» What is needed
The entries below are to be given back exactly, with images excluded.

BEGIN Data for the task

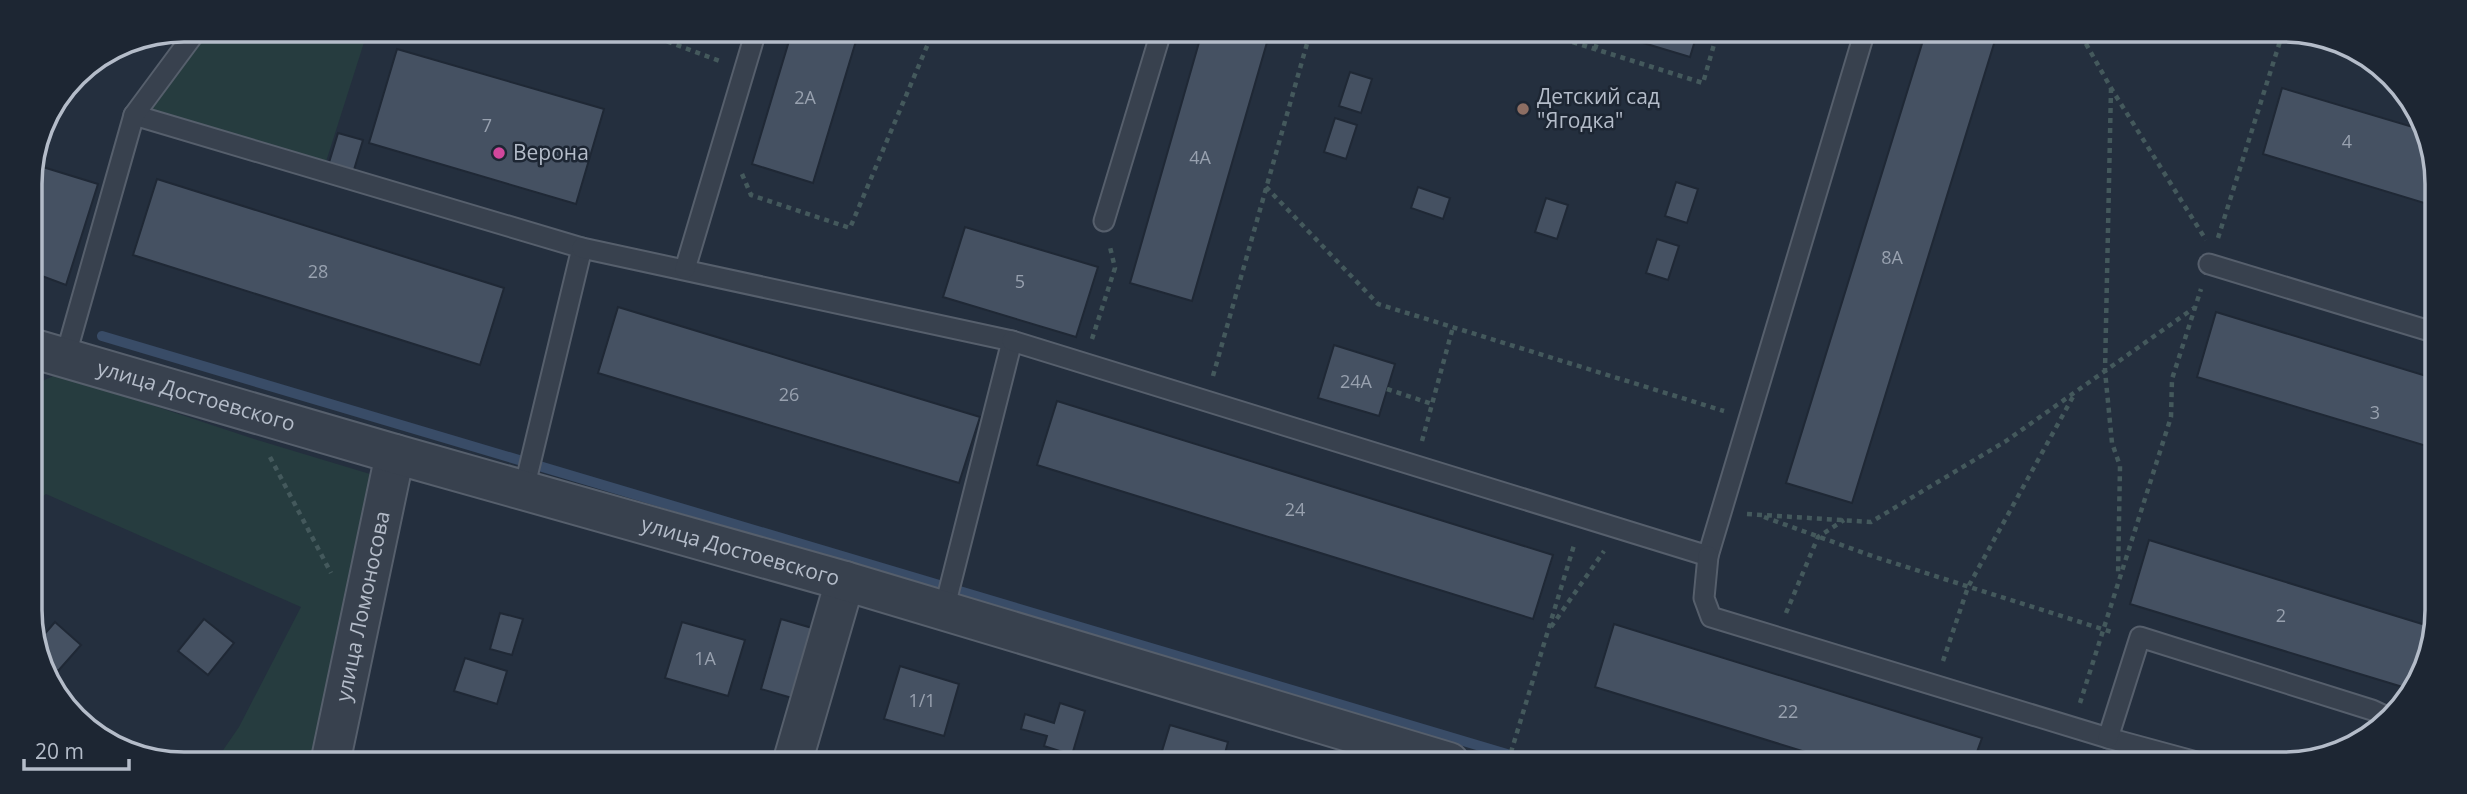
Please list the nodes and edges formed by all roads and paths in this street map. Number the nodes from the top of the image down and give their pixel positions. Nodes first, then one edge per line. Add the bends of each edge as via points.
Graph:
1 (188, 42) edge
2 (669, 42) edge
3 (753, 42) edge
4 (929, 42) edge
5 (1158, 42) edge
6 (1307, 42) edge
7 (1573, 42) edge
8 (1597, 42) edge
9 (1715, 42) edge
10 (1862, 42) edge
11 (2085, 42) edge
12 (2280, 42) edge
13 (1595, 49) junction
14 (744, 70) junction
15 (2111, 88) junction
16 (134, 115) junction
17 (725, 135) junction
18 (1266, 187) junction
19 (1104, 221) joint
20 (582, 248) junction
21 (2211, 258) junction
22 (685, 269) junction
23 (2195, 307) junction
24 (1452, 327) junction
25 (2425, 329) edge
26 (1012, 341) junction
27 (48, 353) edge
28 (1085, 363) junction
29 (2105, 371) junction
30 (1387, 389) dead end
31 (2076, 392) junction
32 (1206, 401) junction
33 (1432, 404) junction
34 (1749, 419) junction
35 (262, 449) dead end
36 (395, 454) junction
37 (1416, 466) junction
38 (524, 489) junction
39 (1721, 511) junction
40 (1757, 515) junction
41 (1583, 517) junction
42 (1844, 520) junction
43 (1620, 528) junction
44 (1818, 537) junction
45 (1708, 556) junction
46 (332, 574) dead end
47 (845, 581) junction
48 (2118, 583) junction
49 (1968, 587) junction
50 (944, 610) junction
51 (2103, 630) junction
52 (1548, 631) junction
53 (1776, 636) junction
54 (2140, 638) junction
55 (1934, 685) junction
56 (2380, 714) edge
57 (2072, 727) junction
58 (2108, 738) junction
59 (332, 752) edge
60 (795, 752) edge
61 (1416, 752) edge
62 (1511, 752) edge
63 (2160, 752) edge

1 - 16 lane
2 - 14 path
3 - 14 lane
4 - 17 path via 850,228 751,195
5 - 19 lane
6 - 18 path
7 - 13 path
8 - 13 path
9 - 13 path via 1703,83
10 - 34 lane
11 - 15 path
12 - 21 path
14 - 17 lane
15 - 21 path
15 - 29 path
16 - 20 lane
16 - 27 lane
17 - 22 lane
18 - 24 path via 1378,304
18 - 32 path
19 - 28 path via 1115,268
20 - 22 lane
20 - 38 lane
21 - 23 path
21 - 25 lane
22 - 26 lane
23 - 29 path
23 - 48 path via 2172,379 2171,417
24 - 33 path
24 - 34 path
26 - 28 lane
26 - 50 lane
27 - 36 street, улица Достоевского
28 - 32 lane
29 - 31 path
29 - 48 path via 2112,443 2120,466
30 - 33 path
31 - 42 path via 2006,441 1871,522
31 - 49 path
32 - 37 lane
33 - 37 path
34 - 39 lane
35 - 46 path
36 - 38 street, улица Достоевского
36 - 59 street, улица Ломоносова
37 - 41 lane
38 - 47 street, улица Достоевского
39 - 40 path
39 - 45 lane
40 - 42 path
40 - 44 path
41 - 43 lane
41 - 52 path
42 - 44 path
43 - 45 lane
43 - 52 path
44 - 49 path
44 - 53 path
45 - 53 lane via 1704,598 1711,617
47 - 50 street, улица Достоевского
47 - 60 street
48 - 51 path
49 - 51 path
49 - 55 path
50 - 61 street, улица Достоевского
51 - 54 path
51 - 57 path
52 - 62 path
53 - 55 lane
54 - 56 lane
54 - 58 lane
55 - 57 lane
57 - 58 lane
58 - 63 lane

END Data for the task

» Result below
Please list the nodes and edges formed by all roads and paths in this street map. Number the nodes from the top of the image down and give their pixel positions. Nodes first, then one edge per line. Add the bends of each edge as via points.
Graph:
1 (188, 42) edge
2 (669, 42) edge
3 (753, 42) edge
4 (929, 42) edge
5 (1158, 42) edge
6 (1307, 42) edge
7 (1573, 42) edge
8 (1597, 42) edge
9 (1715, 42) edge
10 (1862, 42) edge
11 (2085, 42) edge
12 (2280, 42) edge
13 (1595, 49) junction
14 (744, 70) junction
15 (2111, 88) junction
16 (134, 115) junction
17 (725, 135) junction
18 (1266, 187) junction
19 (1104, 221) joint
20 (582, 248) junction
21 (2211, 258) junction
22 (685, 269) junction
23 (2195, 307) junction
24 (1452, 327) junction
25 (2425, 329) edge
26 (1012, 341) junction
27 (48, 353) edge
28 (1085, 363) junction
29 (2105, 371) junction
30 (1387, 389) dead end
31 (2076, 392) junction
32 (1206, 401) junction
33 (1432, 404) junction
34 (1749, 419) junction
35 (262, 449) dead end
36 (395, 454) junction
37 (1416, 466) junction
38 (524, 489) junction
39 (1721, 511) junction
40 (1757, 515) junction
41 (1583, 517) junction
42 (1844, 520) junction
43 (1620, 528) junction
44 (1818, 537) junction
45 (1708, 556) junction
46 (332, 574) dead end
47 (845, 581) junction
48 (2118, 583) junction
49 (1968, 587) junction
50 (944, 610) junction
51 (2103, 630) junction
52 (1548, 631) junction
53 (1776, 636) junction
54 (2140, 638) junction
55 (1934, 685) junction
56 (2380, 714) edge
57 (2072, 727) junction
58 (2108, 738) junction
59 (332, 752) edge
60 (795, 752) edge
61 (1416, 752) edge
62 (1511, 752) edge
63 (2160, 752) edge

1 - 16 lane
2 - 14 path
3 - 14 lane
4 - 17 path via 850,228 751,195
5 - 19 lane
6 - 18 path
7 - 13 path
8 - 13 path
9 - 13 path via 1703,83
10 - 34 lane
11 - 15 path
12 - 21 path
14 - 17 lane
15 - 21 path
15 - 29 path
16 - 20 lane
16 - 27 lane
17 - 22 lane
18 - 24 path via 1378,304
18 - 32 path
19 - 28 path via 1115,268
20 - 22 lane
20 - 38 lane
21 - 23 path
21 - 25 lane
22 - 26 lane
23 - 29 path
23 - 48 path via 2172,379 2171,417
24 - 33 path
24 - 34 path
26 - 28 lane
26 - 50 lane
27 - 36 street, улица Достоевского
28 - 32 lane
29 - 31 path
29 - 48 path via 2112,443 2120,466
30 - 33 path
31 - 42 path via 2006,441 1871,522
31 - 49 path
32 - 37 lane
33 - 37 path
34 - 39 lane
35 - 46 path
36 - 38 street, улица Достоевского
36 - 59 street, улица Ломоносова
37 - 41 lane
38 - 47 street, улица Достоевского
39 - 40 path
39 - 45 lane
40 - 42 path
40 - 44 path
41 - 43 lane
41 - 52 path
42 - 44 path
43 - 45 lane
43 - 52 path
44 - 49 path
44 - 53 path
45 - 53 lane via 1704,598 1711,617
47 - 50 street, улица Достоевского
47 - 60 street
48 - 51 path
49 - 51 path
49 - 55 path
50 - 61 street, улица Достоевского
51 - 54 path
51 - 57 path
52 - 62 path
53 - 55 lane
54 - 56 lane
54 - 58 lane
55 - 57 lane
57 - 58 lane
58 - 63 lane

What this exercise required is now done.